The grocery store, with its club card customer loyalty program, knows what I and my wife “I” purchase on a regular basis no matter the store we’re in. I can see the chain’s motives implementing the program; they get to achieve customer loyalty by giving you a discount on certain goods. In return you provide a record to the store of everything you buy and how often you come in. A smart statistical analysis program running on a compute farm in the grocery chain’s main IT (information technology) center can better stock the stores you shop in with goods you most often buy. In fact, the program has the capability equivalent to the one used by the weather service to forecast weather.
Credit card companies have similar programs that examine your historical purchasing patterns and make determination about the probability that someone has taken your card and is going on a shopping spree. A case in point occurred at the start of the year. I made my first ever trip to Taiwan in February. I upgraded my economy seat to one with slightly more legroom and used my AMEX card to pay for the transaction at SFO. Once in Taiwan, I charged my hotel stay in Taipei and Hsin Chu on the same card. A month and a half later I returned to Taiwan and charged an amount ten times the maximum I’ve ever charged on the card—it was for a seminar my company held at the Hsin Chu hotel where I had stayed during my previous trip. The charge went through as soon as the hotel entered the card number. I can only assume that the fraud program was well aware of my spending habits and places I had stayed in recent weeks to determine that the rather large charge was not fraudulent. I suspect that AMEX program knows more about what I’ve done over the last 30 years than most of my closest family and friends.
And if the program knows, any human with access to that program who wants to know can get the program to tell it everything. The program is like that friend of yours you’ve sworn to secrecy with the most intimate details of your life and he or she only tells one or two of his or her closest friends. The tens of millions of adults in this country, whether they realize it or not, are now living in a small village where your business is known. Your most intimate secrets are known: the type of birth control devices you purchase, the medications you’re on—this is a far better indicator of your health than even your medical record, the type of movies you watch, the magazines you subscribe to, how much and what kind of alcoholic beverages you consume, and if you have a wireless toll collection transponder, who you’ve called—how often and for how long, where you’ve driven in the local community on any given day of the month—though this does assume you traverse a bridge in the San Francisco Bay Area.
The state of California is now proposing to charge motorists by the mile driven rather than by the amount of gas consumed. More fuel-efficient automobiles are eating into the state’s revenues. The technology is relatively easy to implement. In the crudest form, each motorist would be issued a transponder not unlike the one used to collect tolls and the state would simply install transmitter-receivers at intervals along any major thoroughfare—the freeways first, and at each interchange. Then every month or every quarter, the state would issue a bill based on the amount of miles recorded to your transponder. The great civil liberties problem is that the state could essentially know where every motorist of the state is at any given time: a great tool for law enforcement but hell on people who are engaging in any kind of lawful activity in which they would like to keep their whereabouts private—the merger of two large corporations or an illicit (not illegal) extramarital affair.

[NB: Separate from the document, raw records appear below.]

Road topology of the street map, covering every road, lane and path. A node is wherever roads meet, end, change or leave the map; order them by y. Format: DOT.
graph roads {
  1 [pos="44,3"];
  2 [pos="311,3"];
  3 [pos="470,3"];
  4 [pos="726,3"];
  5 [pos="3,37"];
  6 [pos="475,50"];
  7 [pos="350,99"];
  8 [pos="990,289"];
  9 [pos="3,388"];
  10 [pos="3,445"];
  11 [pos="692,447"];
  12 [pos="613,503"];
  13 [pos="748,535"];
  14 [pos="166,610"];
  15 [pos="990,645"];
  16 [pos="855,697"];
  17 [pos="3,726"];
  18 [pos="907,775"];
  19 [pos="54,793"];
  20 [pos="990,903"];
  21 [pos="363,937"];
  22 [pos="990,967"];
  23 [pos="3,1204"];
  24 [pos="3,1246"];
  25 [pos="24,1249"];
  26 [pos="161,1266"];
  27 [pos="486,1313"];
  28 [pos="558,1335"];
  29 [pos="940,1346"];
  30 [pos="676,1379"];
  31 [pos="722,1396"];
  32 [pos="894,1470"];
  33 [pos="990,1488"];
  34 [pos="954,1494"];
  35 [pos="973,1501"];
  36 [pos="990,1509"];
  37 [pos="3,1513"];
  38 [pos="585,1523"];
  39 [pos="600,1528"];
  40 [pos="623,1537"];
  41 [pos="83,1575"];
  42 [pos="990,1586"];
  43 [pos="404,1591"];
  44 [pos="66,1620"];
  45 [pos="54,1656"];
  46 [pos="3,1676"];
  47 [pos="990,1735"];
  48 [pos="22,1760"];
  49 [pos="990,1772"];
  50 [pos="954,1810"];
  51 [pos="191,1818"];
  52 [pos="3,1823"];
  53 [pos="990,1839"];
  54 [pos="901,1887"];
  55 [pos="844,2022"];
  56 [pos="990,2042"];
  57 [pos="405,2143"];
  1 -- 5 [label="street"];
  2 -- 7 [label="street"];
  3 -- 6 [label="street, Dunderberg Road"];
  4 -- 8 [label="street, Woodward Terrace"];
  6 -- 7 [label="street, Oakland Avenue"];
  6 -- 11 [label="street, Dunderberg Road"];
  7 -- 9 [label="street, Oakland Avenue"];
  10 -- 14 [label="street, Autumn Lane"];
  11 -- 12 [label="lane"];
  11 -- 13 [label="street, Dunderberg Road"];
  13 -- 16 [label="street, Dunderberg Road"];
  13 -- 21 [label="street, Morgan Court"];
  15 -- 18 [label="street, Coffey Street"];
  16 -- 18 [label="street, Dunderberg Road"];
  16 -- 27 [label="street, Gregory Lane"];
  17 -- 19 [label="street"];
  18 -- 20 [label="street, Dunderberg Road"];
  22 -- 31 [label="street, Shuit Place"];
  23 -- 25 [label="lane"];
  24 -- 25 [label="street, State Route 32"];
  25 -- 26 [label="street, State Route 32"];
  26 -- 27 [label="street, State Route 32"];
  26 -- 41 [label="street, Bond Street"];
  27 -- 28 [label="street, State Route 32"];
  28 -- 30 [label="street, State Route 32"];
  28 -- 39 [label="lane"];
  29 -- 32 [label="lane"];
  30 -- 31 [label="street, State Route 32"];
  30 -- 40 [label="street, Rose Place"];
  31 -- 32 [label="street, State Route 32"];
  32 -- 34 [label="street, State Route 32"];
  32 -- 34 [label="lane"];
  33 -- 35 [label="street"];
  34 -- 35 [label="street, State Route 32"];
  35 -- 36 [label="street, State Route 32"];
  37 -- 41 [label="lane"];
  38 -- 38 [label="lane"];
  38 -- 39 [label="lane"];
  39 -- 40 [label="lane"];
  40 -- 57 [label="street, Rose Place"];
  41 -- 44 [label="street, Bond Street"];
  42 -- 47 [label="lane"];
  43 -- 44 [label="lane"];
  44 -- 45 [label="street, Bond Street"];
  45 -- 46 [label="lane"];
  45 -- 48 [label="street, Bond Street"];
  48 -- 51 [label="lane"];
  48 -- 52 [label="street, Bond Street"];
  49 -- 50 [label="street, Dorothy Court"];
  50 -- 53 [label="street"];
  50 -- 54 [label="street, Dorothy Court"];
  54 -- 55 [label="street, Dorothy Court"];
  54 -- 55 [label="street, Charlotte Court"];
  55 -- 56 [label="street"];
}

I’ve tried to resist all these attempts to collect information on me. When I purchase wine, I pay in cash and I shop where they have no loyalty program that identifies me. I don’t have a wireless toll collection device, though there have been times I would have killed for one. I’ve not filled prescriptions—especially for pain killers—my doctor and dentist have given me—they feel obliged to write a prescription to justify their time with me. However, I’m running out of ways to resist the collective efforts to build an electronic record of my daily activity. I have no doubt that information gleaners will overtake me completely if that hasn’t already occurred.